Union bancaire, l'Eurogroupe se donne plus de temps pour ficeler un programme de travail ambitieux

Réuni en format inclusif, jeudi 17 juin à Luxembourg, l'Eurogroupe n'a pas arrêté de programme de travail exhaustif et détaillé visant à parachever l'union bancaire en zone euro, avec notamment la création d'un système européen de garantie des dépôts bancaires (EDIS).

La faute à l'absence d'urgence financière, qui avait suffisamment fait pression sur le législateur européen après 2012 pour mettre sur pied les volets 'supervision' et 'résolution' de l'union bancaire. La faute aussi au calendrier politique, qui limite la capacité décisionnelle de certains ministres alors que les élections législatives allemandes auront lieu en septembre.

« Nous avons enregistré des progrès, nous avons besoin d'en faire plus. Cela prendra un peu plus de temps », a indiqué le président de l'Eurogroupe, Paschal Donohoe, à l'issue de la réunion ministérielle. Il a souhaité un accord « crédible, ambitieux et efficace », qui permette de parachever une union bancaire qui crée des emplois et favorise l'investissement. Il s'est dit convaincu que l'Eurogroupe y parviendra, tous les États membres s'étant à nouveau engagés, jeudi, à trouver un accord « dans les mois à venir ». « Nous reviendrons sur ce dossier plus tard dans l'année », a-t-il promis.

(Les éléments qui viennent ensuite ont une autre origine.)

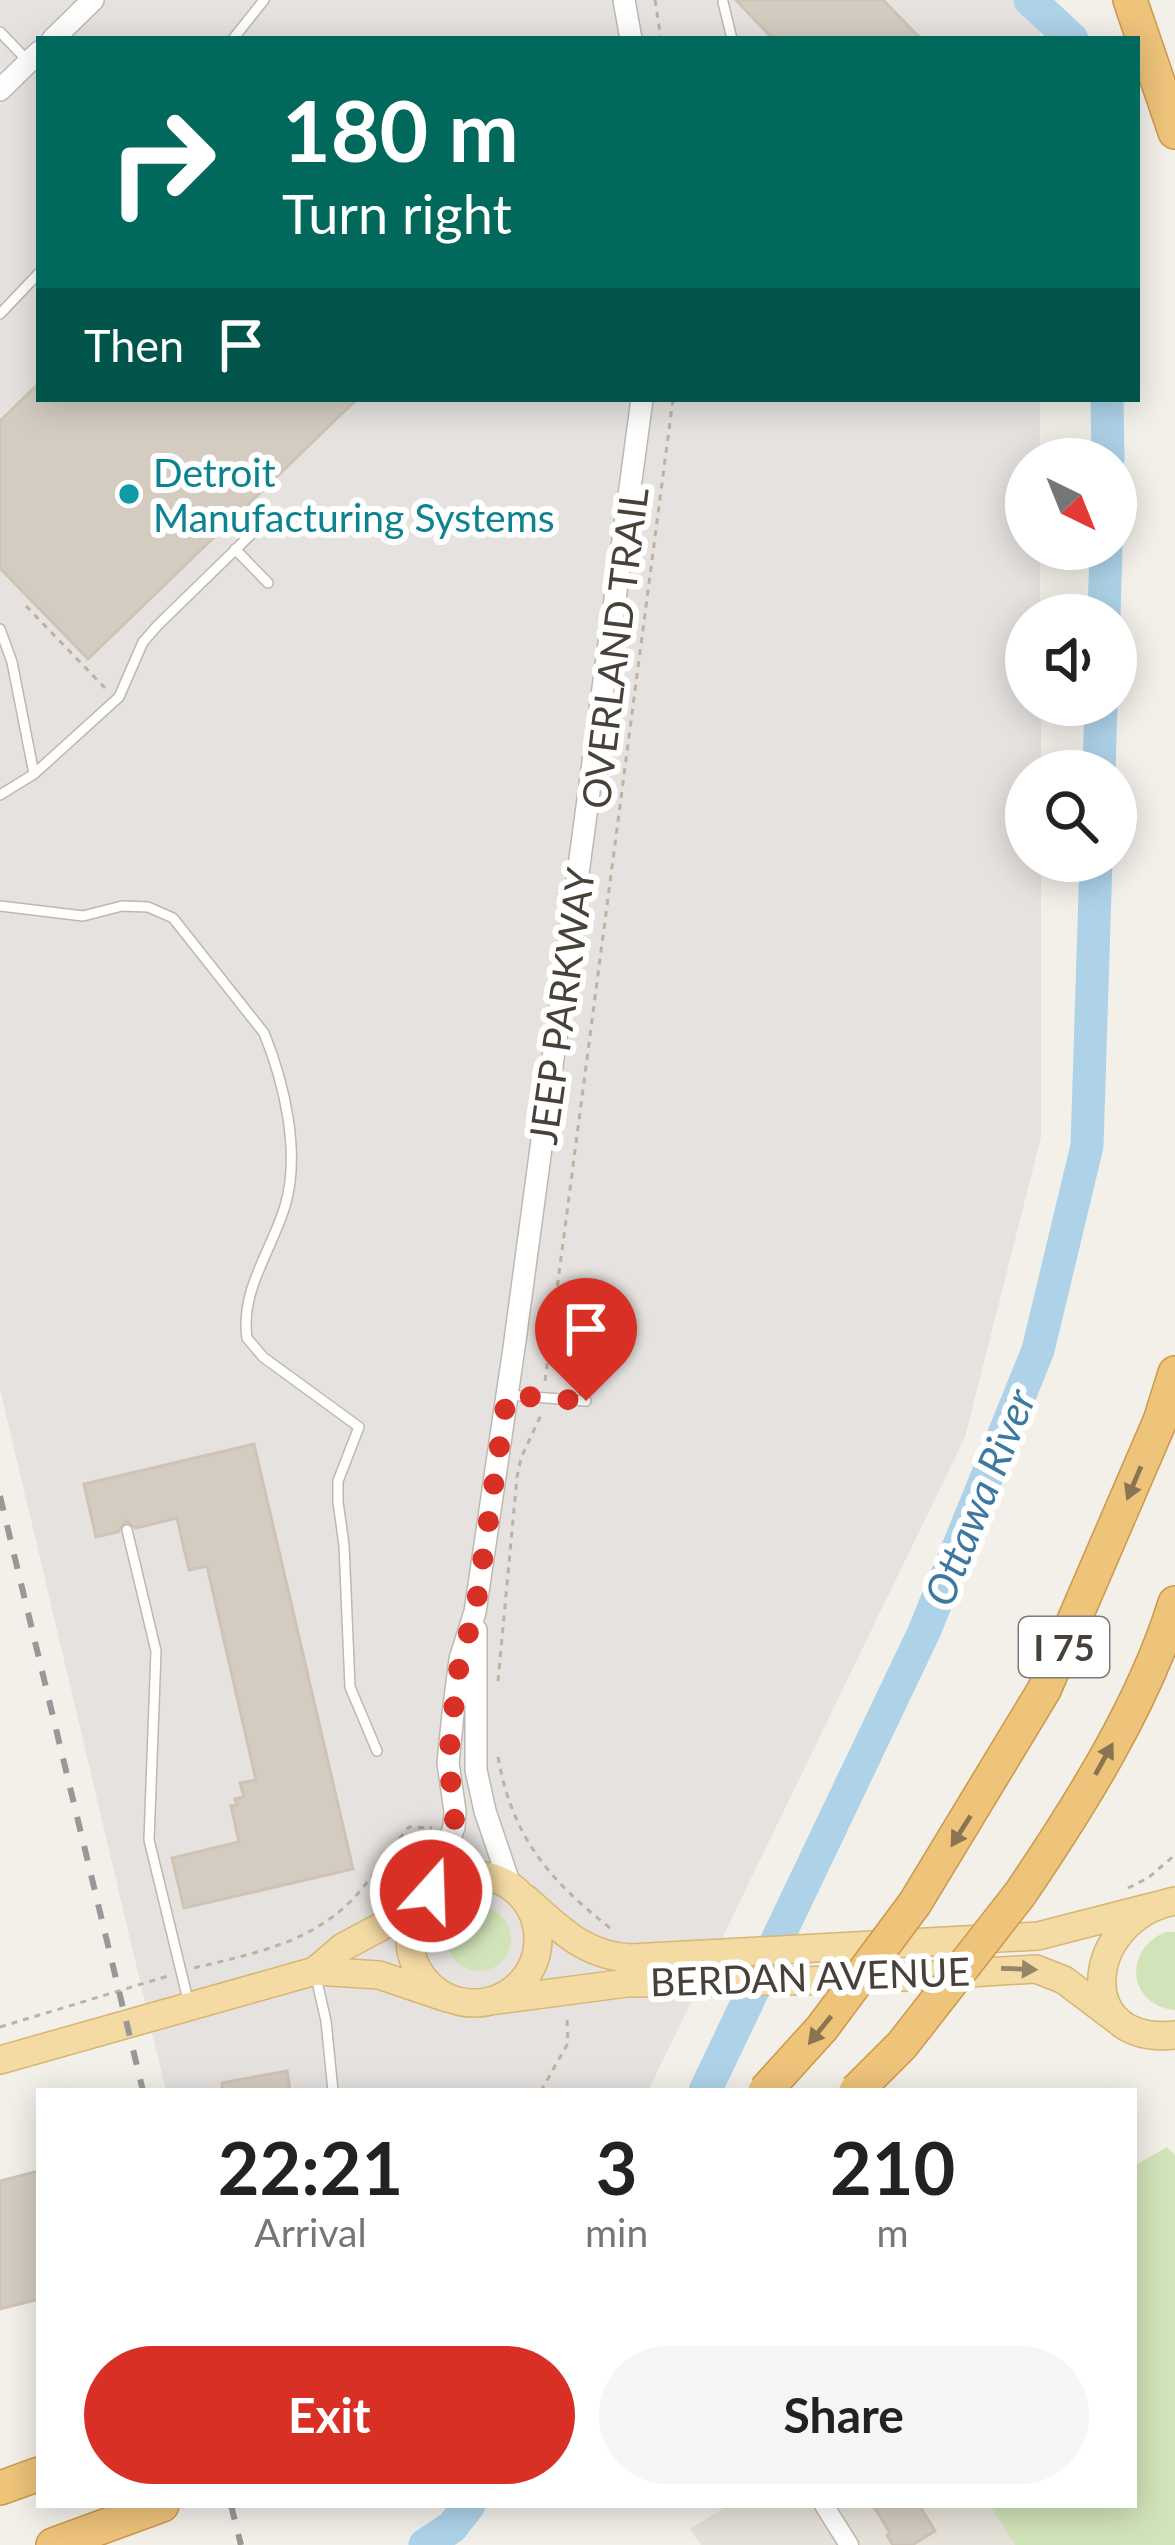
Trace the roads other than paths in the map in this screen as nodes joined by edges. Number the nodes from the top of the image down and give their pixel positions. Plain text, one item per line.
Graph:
1 (93, 0) edge
2 (263, 0) edge
3 (624, 0) edge
4 (1130, 0) edge
5 (723, 2) edge
6 (0, 32) edge
7 (55, 36) edge
8 (235, 36) edge
9 (630, 36) edge
10 (731, 36) edge
11 (34, 57) edge
12 (0, 90) edge
13 (1175, 132) edge
14 (36, 277) edge
15 (0, 314) edge
16 (642, 402) edge
17 (273, 513) dead end
18 (235, 549) junction
19 (268, 583) dead end
20 (0, 629) edge
21 (34, 774) junction
22 (0, 795) edge
23 (0, 906) edge
24 (1175, 1373) edge
25 (507, 1395) junction
26 (586, 1401) dead end
27 (128, 1530) dead end
28 (1175, 1603) edge
29 (475, 1612) junction
30 (377, 1751) dead end
31 (518, 1892) junction
32 (424, 1899) junction
33 (1165, 1904) edge
34 (315, 1971) junction
35 (448, 1998) junction
36 (489, 2001) junction
37 (189, 2006) junction
38 (1118, 2020) junction
39 (1166, 2038) edge
40 (0, 2060) edge
41 (333, 2088) edge
42 (768, 2088) edge
43 (859, 2088) edge
44 (36, 2475) edge
45 (0, 2488) edge
46 (826, 2508) edge
47 (151, 2510) edge
48 (53, 2545) edge
49 (72, 2545) edge
50 (849, 2545) edge

1 - 7 street
2 - 8 lane
3 - 9 street
4 - 13 highway
5 - 10 lane
6 - 11 lane
11 - 12 street
14 - 15 lane
16 - 25 street, JEEP PARKWAY
17 - 18 lane
18 - 19 lane
18 - 21 lane
20 - 21 lane
21 - 22 lane
23 - 30 lane
24 -> 42 highway, I 75, bridge
25 - 26 lane
25 - 29 street, JEEP PARKWAY
27 - 37 lane
43 -> 28 highway, I 75, bridge
29 - 31 street, JEEP PARKWAY
29 - 32 street, JEEP PARKWAY
31 - 32 main road
31 - 33 main road, BERDAN AVENUE
31 - 36 main road
32 - 34 main road
32 - 35 main road
33 - 38 main road
34 - 35 main road
34 - 37 main road
34 - 41 lane
35 - 36 main road
36 -> 38 main road, BERDAN AVENUE
37 - 40 main road
38 - 39 main road, BERDAN AVENUE
44 - 45 highway
46 - 50 street
47 - 48 highway
47 - 49 highway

Le ministre allemand des Finances, Helmut Scholz, a confirmé la nécessité pour l'Eurogroupe de s'octroyer plus de temps. « Je suis sûr que nous ne serons pas prêts pour trouver un accord aujourd'hui ni cette semaine », avait-il considéré à son arrivée à Luxembourg. Selon lui, il ne faut « pas uniquement traiter une seule question, mais l'ensemble du scénario ».

Il s'est référé à sa proposition spécifique de novembre 2019, dans laquelle il préconisait la mise sur pied d'EDIS avec in fine un élément de partage des risques financiers, dès lors que des mesures de réduction de ces risques (réduction des prêts non performants, introduction d'un risque lié aux expositions bancaires à la dette souveraine) auront été mises en place (EUROPE 12366/6).

L'Allemagne est notamment d'avis que le rapport de progrès de la Présidence portugaise du Conseil de l'UE sur l'union bancaire se focalise trop sur EDIS et pas assez sur la réduction des risques financiers.

Du côté français, le ministre Bruno Le Maire a prôné d'avancer pas à pas sur ce dossier. « Il y a beaucoup, beaucoup d'obstacles sur le chemin de l'union bancaire. Je crois que la sagesse, c'est de les lever un à un. Un accord global nous paraît, dans un temps raisonnable, hors de portée », a-t-il considéré, sans préciser toutefois la séquence envisagée.